Choose the right insole by shoe type

  • Comfort: best for athletic shoes, work boots, and other lace-up shoes with room for a full-length insole.
  • Casual: better for loafers, moccasins, slip-ons, flats, and lower-profile everyday shoes.
  • Catwalk: reserved for high heels or slim dress shoes when forefoot pressure and toe crowding are part of the issue.

Catwalk belongs on this page only as a narrower use case. It is not the primary answer for most people with corns and calluses, but it can be relevant for women who continue wearing heels and want a slimmer insole option for that shoe category.

Recommended Footminders insoles

Footminders Comfort

Best for athletic shoes, work boots, and other roomier lace-up shoes. Comfort is the strongest starting point when recurring pressure is linked to all-day wear, walking, standing, and shoes that can accept a full-length orthotic.

  • Full-length support
  • Good for everyday pressure reduction
  • Best in shoes with removable factory inserts

Footminders Casual

Best for loafers, slip-ons, moccasins, flats, and lower-profile everyday shoes. Casual is useful when you need more support than a flat insert but do not have room for a bulkier full-length orthotic.

  • Lower-profile design
  • Better fit for many casual shoes
  • Useful when shoe space is limited

Footminders Catwalk

Catwalk is the narrower-use option for women who still wear high heels or slim dress shoes and want a more discreet support option. It is most relevant when corns or calluses are tied to forefoot pressure and toe crowding in heeled shoes.

  • Slim 3/4-length design
  • Better suited to many heels and dress shoes
  • Most relevant for ball-of-foot pressure in heeled footwear

When to get corns or calluses checked

Corns and calluses are often manageable, but they deserve more caution if they become very painful, keep returning quickly, look infected, are hard to distinguish from a wart, or if you have diabetes, circulation problems, or nerve-related foot issues. In those situations, trying to cut or treat them aggressively on your own is a bad idea.

Medical references

FAQ

What is the difference between a corn and a callus?

A corn is usually smaller, more focused, and often forms on or near a toe pressure point. A callus is usually broader, flatter, and more spread out, often on weight-bearing areas such as the ball of the foot or heel.

What causes corns and calluses on feet?

Corns and calluses usually develop from repeated friction or pressure. Common causes include tight shoes, high heels, rubbing at toe joints, long periods of walking or standing, bony pressure points, and shoe or gait patterns that keep stressing the same area.

Can shoes cause recurring corns and calluses?

Yes. Poorly fitting shoes, narrow toe boxes, high heels, and shoes that rub or shift your foot can keep recreating the same pressure and friction. That is one of the main reasons corns and calluses return.

Can insoles help with corns and calluses?
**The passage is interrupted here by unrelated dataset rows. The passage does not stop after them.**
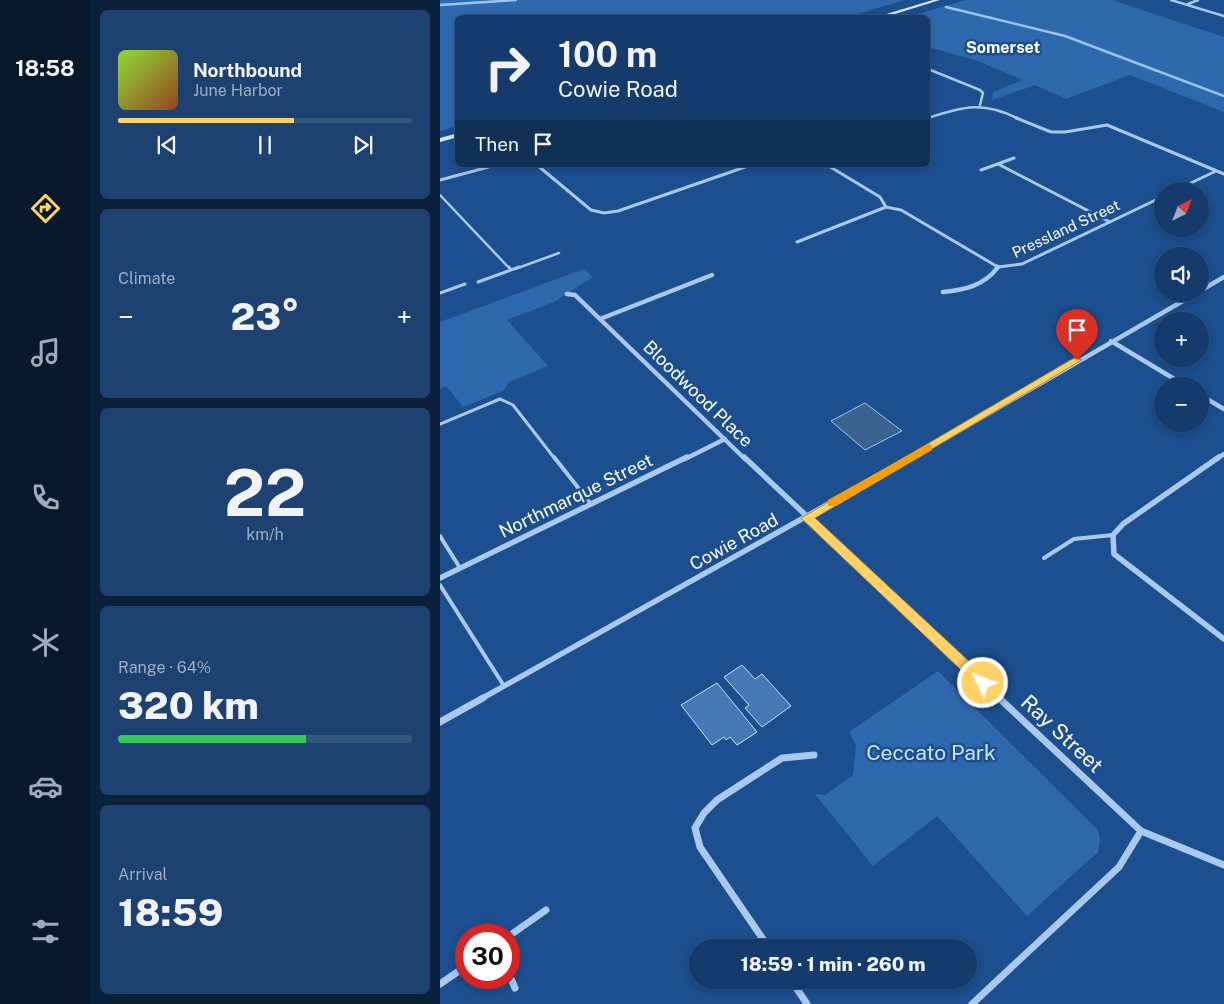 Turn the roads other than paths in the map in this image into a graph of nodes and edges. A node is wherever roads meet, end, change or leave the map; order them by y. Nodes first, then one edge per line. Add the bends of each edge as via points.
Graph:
1 (938, 0) edge
2 (1171, 0) edge
3 (1198, 0) edge
4 (924, 2) edge
5 (1188, 4) junction
6 (884, 15) edge
7 (1224, 16) edge
8 (930, 70) edge
9 (980, 105) junction
10 (930, 117) edge
11 (455, 136) edge
12 (440, 140) edge
13 (1014, 158) dead end
14 (998, 164) junction
15 (489, 167) edge
16 (538, 167) edge
17 (745, 167) edge
18 (830, 167) edge
19 (981, 170) dead end
20 (1216, 171) junction
21 (1224, 174) edge
22 (440, 180) edge
23 (1193, 182) edge
24 (440, 195) edge
25 (1154, 201) edge
26 (886, 207) junction
27 (1110, 222) junction
28 (797, 242) dead end
29 (559, 253) dead end
30 (998, 267) junction
31 (511, 270) junction
32 (712, 275) dead end
33 (1224, 278) edge
34 (478, 282) dead end
35 (465, 284) dead end
36 (1209, 286) edge
37 (943, 292) dead end
38 (440, 293) edge
39 (567, 294) dead end
40 (1181, 302) edge
41 (600, 319) junction
42 (1111, 341) junction
43 (1171, 377) edge
44 (1209, 400) edge
45 (1224, 409) edge
46 (440, 424) edge
47 (725, 439) junction
48 (1224, 454) edge
49 (591, 504) junction
50 (807, 518) junction
51 (1113, 535) junction
52 (440, 536) edge
53 (1044, 558) dead end
54 (460, 568) junction
55 (440, 578) edge
56 (440, 585) edge
57 (1224, 639) edge
58 (504, 686) junction
59 (440, 722) edge
60 (814, 755) dead end
61 (1141, 831) junction
62 (1224, 866) edge
63 (546, 910) dead end
64 (520, 928) edge
65 (763, 939) edge
66 (455, 974) edge
67 (440, 984) edge
68 (797, 989) edge
69 (807, 1004) edge
70 (972, 1004) edge

1 - 4 street
2 - 5 street
3 - 5 street
4 - 6 street
5 - 7 street
8 - 9 street via 980,90 983,93
9 - 10 street via 966,105
9 - 20 street via 996,108 1048,131 1068,132 1096,124 1119,128
11 - 12 street
13 - 14 street
14 - 19 street
14 - 27 street
15 - 22 street
16 - 17 street via 591,210 604,213
18 - 26 street, Pressland Street via 880,197
20 - 21 street
20 - 23 street
24 - 31 lane
25 - 27 street, Pressland Street
26 - 28 street
26 - 30 street, Pressland Street via 901,210
27 - 30 street, Pressland Street via 1022,264
29 - 31 lane
30 - 37 street via 994,276 985,281 964,290
31 - 34 lane
32 - 41 street
33 - 36 street
35 - 38 lane
39 - 41 street, Bloodwood Place via 575,296
40 - 42 street, Cowie Road
41 - 47 street, Bloodwood Place
42 - 43 street
42 - 50 street, Cowie Road
44 - 45 street
46 - 49 lane via 500,399 514,405
47 - 49 street, Northmarque Street
47 - 50 street, Bloodwood Place
48 - 51 street via 1123,524
49 - 54 street, Northmarque Street
50 - 58 street, Cowie Road
50 - 61 street, Ray Street
51 - 53 lane via 1074,539
51 - 57 street via 1114,554
52 - 54 lane
54 - 55 street, Northmarque Street
56 - 58 lane
58 - 59 street, Cowie Road
60 - 65 street via 782,758 717,800 695,828 700,847
61 - 62 street, Ray Street
61 - 70 street via 1119,867
63 - 64 street
66 - 67 street
68 - 69 street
Supportive insoles may help when the problem is being driven by pressure concentration, poor support, or the way your foot loads inside the shoe. They do not remove thickened skin directly, but they may help reduce the repeated stress that causes it.

Are corns and calluses the same as warts?

No. Corns and calluses are thickened skin from friction or pressure, while warts are caused by a viral infection. If a skin lesion is unusual, painful in a different way, or hard to identify, it should be checked professionally.

When should corns or calluses be checked by a professional?

You should get them checked if they are very painful, keep returning quickly, look infected, bleed, are hard to distinguish from a wart, or if you have diabetes, circulation issues, or nerve-related foot problems.